Recently, a novel family of protein synthesis inhibitors has been discovered in fungi belonging to Basidiomycota phylum. These enzymes, the prototype of which is Ageritin from Cyclocybe aegerita (synonym Agrocybe aegerita), are specific ribonucleases, named as ribotoxin-like proteins (RL-Ps), that, as ascomycetes ribotoxins, basically act on large rRNA, releasing the specific α-fragment, although the two families differ in structure and mechanism of action [14][15].

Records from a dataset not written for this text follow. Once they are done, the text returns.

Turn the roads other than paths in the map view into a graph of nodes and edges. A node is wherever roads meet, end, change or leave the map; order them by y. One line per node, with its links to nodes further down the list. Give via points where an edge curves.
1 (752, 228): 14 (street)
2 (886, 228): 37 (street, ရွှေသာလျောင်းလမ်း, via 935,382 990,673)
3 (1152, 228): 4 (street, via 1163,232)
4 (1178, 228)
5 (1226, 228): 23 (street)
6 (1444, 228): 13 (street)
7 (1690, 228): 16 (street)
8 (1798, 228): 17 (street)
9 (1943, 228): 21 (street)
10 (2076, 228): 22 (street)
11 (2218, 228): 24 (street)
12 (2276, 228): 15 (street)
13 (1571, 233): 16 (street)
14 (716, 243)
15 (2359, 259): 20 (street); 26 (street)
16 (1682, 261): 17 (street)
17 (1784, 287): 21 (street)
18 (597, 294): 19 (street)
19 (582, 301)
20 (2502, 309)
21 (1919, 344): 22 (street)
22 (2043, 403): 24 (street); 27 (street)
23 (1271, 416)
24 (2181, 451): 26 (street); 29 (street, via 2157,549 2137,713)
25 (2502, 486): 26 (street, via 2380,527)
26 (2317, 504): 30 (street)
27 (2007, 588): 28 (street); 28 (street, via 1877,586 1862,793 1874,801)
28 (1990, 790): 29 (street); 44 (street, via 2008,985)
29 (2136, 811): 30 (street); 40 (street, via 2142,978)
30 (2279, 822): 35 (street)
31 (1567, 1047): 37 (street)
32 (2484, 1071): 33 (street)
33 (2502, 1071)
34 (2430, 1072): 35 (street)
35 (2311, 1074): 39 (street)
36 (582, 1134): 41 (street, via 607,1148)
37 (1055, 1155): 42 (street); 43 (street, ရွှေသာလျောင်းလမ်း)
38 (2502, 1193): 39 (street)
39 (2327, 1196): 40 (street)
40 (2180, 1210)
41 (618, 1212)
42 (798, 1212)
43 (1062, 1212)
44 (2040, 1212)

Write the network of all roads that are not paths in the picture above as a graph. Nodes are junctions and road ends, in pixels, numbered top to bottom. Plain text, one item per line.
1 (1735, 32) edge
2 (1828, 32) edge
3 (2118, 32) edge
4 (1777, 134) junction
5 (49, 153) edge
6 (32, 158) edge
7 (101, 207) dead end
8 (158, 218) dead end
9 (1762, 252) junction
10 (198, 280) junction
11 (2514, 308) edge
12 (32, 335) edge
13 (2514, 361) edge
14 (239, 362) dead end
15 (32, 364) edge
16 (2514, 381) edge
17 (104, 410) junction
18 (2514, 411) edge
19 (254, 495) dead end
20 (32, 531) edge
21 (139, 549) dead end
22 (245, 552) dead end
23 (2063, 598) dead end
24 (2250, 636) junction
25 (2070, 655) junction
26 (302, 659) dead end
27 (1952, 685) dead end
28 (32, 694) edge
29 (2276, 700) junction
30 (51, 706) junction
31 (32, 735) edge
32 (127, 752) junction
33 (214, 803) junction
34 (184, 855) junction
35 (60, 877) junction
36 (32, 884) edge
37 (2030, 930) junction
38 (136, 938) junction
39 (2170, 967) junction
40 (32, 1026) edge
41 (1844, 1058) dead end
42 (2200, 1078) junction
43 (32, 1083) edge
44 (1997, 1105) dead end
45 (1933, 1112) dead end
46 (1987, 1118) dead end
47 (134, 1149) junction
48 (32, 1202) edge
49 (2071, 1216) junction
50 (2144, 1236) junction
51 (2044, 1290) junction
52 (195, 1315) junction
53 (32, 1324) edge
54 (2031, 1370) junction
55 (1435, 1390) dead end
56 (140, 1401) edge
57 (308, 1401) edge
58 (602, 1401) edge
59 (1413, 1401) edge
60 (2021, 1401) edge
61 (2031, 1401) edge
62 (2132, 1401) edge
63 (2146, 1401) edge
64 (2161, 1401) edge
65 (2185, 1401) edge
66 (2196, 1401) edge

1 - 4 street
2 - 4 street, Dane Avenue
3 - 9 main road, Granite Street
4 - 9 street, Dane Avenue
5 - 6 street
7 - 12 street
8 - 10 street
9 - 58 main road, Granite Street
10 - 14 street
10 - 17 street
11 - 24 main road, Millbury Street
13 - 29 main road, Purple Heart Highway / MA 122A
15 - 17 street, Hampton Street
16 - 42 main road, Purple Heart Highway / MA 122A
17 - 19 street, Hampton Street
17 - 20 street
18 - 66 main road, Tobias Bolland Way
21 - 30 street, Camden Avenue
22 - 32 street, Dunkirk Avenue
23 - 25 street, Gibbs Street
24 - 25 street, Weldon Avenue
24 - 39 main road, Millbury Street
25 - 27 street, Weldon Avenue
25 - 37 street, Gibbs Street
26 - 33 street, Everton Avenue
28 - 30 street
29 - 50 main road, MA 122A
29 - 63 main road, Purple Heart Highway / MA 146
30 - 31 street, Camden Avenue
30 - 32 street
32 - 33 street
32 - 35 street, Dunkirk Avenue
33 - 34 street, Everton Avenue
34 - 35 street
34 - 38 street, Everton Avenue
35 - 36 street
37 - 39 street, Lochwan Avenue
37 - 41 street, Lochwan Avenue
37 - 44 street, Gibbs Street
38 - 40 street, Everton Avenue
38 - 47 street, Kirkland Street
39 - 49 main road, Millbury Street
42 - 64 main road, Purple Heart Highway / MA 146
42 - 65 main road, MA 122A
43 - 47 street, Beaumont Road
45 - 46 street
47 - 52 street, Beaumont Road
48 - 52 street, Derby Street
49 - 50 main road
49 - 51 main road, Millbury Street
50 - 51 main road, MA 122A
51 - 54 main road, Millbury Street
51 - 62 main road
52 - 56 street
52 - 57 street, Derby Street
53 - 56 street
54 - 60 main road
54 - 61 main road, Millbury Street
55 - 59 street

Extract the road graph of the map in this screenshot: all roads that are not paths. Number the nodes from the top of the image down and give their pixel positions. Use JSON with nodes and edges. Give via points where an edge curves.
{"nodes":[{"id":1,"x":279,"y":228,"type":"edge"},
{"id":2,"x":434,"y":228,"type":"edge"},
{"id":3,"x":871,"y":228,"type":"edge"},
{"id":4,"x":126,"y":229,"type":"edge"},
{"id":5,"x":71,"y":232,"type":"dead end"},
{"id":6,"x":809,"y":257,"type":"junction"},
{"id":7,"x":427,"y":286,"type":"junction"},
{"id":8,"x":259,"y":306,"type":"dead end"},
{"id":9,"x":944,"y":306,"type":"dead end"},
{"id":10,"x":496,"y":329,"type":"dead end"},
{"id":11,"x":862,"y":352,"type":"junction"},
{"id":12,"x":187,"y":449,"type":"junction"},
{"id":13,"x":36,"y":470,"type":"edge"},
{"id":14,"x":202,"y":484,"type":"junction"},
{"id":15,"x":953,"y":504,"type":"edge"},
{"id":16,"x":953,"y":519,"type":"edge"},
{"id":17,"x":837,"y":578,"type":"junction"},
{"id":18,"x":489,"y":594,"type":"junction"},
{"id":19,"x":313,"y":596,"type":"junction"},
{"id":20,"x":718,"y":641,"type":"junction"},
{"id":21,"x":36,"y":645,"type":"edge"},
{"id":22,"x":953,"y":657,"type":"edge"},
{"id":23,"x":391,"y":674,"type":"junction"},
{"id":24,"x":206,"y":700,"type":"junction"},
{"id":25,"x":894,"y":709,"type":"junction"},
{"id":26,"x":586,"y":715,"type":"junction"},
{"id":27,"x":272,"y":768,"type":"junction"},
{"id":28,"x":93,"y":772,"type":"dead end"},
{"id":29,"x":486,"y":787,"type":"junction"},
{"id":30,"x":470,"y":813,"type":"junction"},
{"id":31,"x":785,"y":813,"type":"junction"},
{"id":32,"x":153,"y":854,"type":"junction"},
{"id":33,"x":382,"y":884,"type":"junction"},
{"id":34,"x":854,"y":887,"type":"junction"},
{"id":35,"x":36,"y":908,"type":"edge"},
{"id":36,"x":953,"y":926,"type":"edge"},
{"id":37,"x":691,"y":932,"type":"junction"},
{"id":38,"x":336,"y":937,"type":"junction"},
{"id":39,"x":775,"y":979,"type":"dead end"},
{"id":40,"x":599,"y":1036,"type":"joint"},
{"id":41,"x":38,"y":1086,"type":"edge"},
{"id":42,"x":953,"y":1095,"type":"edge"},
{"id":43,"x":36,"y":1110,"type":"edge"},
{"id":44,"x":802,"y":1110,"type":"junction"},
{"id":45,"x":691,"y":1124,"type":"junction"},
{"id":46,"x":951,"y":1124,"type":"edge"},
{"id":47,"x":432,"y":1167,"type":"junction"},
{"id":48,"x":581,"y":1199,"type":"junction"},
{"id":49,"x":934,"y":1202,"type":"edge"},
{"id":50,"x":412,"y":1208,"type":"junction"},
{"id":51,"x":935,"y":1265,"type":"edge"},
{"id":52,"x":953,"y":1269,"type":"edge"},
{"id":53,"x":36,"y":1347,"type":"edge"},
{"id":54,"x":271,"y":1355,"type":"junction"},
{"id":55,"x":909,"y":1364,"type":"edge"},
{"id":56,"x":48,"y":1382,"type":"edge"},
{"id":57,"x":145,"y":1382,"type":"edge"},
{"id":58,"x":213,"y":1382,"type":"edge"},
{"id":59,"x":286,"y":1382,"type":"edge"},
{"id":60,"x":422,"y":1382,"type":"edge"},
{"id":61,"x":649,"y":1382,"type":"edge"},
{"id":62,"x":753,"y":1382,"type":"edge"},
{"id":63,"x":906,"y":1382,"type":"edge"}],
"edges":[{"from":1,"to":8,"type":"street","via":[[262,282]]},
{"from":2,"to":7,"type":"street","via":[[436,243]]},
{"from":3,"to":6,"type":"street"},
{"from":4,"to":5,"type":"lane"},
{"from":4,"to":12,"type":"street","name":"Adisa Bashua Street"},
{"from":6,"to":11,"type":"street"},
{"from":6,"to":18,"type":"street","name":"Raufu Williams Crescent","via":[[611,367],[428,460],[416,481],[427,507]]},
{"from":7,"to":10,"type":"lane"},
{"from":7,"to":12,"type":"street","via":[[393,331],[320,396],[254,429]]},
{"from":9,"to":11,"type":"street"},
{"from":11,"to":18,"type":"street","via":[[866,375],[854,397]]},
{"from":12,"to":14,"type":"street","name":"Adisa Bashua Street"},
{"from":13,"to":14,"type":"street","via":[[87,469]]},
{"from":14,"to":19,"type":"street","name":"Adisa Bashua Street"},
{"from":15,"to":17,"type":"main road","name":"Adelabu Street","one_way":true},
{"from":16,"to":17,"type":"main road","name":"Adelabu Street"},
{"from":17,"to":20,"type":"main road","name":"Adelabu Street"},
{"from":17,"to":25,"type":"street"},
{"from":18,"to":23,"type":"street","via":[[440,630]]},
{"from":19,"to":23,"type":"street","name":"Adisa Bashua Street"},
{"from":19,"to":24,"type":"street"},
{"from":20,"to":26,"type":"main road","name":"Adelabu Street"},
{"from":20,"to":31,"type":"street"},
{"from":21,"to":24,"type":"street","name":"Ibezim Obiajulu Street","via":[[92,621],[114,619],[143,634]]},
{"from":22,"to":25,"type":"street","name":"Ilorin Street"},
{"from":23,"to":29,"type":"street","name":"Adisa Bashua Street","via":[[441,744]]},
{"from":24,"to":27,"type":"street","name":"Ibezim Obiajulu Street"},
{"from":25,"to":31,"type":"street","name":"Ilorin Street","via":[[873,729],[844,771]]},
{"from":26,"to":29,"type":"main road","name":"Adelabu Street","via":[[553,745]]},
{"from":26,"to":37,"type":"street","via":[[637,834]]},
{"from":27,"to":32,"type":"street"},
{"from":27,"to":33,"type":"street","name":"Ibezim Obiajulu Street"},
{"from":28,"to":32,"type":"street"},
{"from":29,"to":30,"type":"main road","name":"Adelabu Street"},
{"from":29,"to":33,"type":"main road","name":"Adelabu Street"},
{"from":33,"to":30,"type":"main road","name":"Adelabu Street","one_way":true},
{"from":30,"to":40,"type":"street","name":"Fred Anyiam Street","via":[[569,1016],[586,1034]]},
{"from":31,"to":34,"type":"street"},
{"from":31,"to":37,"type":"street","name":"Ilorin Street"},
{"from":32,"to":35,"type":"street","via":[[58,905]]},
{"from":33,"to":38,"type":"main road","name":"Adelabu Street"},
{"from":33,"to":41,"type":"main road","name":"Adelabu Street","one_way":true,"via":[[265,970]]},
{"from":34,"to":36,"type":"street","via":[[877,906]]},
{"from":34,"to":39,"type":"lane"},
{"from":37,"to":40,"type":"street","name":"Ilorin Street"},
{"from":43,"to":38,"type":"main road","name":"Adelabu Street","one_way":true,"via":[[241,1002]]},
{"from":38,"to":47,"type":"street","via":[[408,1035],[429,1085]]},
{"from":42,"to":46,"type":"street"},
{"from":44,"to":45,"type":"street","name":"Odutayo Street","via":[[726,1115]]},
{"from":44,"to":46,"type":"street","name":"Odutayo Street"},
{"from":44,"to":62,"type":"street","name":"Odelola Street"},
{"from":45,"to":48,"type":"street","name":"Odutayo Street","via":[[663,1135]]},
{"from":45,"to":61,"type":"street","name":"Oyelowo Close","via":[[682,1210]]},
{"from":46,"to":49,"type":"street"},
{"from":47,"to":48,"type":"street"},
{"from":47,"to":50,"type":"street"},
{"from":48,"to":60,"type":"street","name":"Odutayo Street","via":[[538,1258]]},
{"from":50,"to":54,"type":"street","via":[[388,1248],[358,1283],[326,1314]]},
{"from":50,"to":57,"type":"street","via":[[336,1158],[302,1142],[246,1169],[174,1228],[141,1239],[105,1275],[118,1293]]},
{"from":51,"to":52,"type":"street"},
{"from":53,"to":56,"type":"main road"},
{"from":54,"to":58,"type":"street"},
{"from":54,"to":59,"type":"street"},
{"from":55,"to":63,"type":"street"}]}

2. Isolation of Ageritin from Cyclocybe aegerita (V. Brig.) Singer

At the beginning of 2017, Landi and co-workers reported the isolation of a novel toxin, named Ageritin, from the edible mushroom C. aegerita [14]. This is the first documented evidence of the presence in the Basidiomycota phylum of a specific ribonuclease that following ribosomes incubation causes the release of the diagnostic α-fragment, inhibiting protein synthesis in vitro [14]. These activities are similar to those exerted by α-sarcin [16], the prototype of ribotoxins family from Ascomycetes filamentous fungi [12]. Due to its peculiar structural and functional characteristics, Ageritin differs from Ascomycetes ribotoxins, named by us ‘classic ribotoxins’, and is considered the prototype of a novel family of specific ribonucleases, called ‘ribotoxin-like proteins’ isolated from basidiomycetes [14]. Ageritin can be purified at homogeneity from C. aegerita fruiting bodies by using a well-established protocol for the purification of basic proteins [17]. In particular, total proteins extracted in a phosphate-saline buffer were precipitated at pH 4.0 using acetic acid. The obtained soluble proteins were fractionated by cation exchange chromatography on Streamline SP and eluted with 1M NaCl. Subsequently, a gel-filtration chromatography on Sephacryl S-100-HR allowed isolating a pool of active proteins with an elution volume of ~17 k. Subsequently, the pooled fractions were dialyzed and subjected to cation exchange chromatography on an AKTA purifier system. Purified Ageritin was obtained with an estimated amount of about 1.3 mg/100 g of fresh fruiting bodies. Protein synthesis inhibition was monitored by applying the procedure reported previously [14].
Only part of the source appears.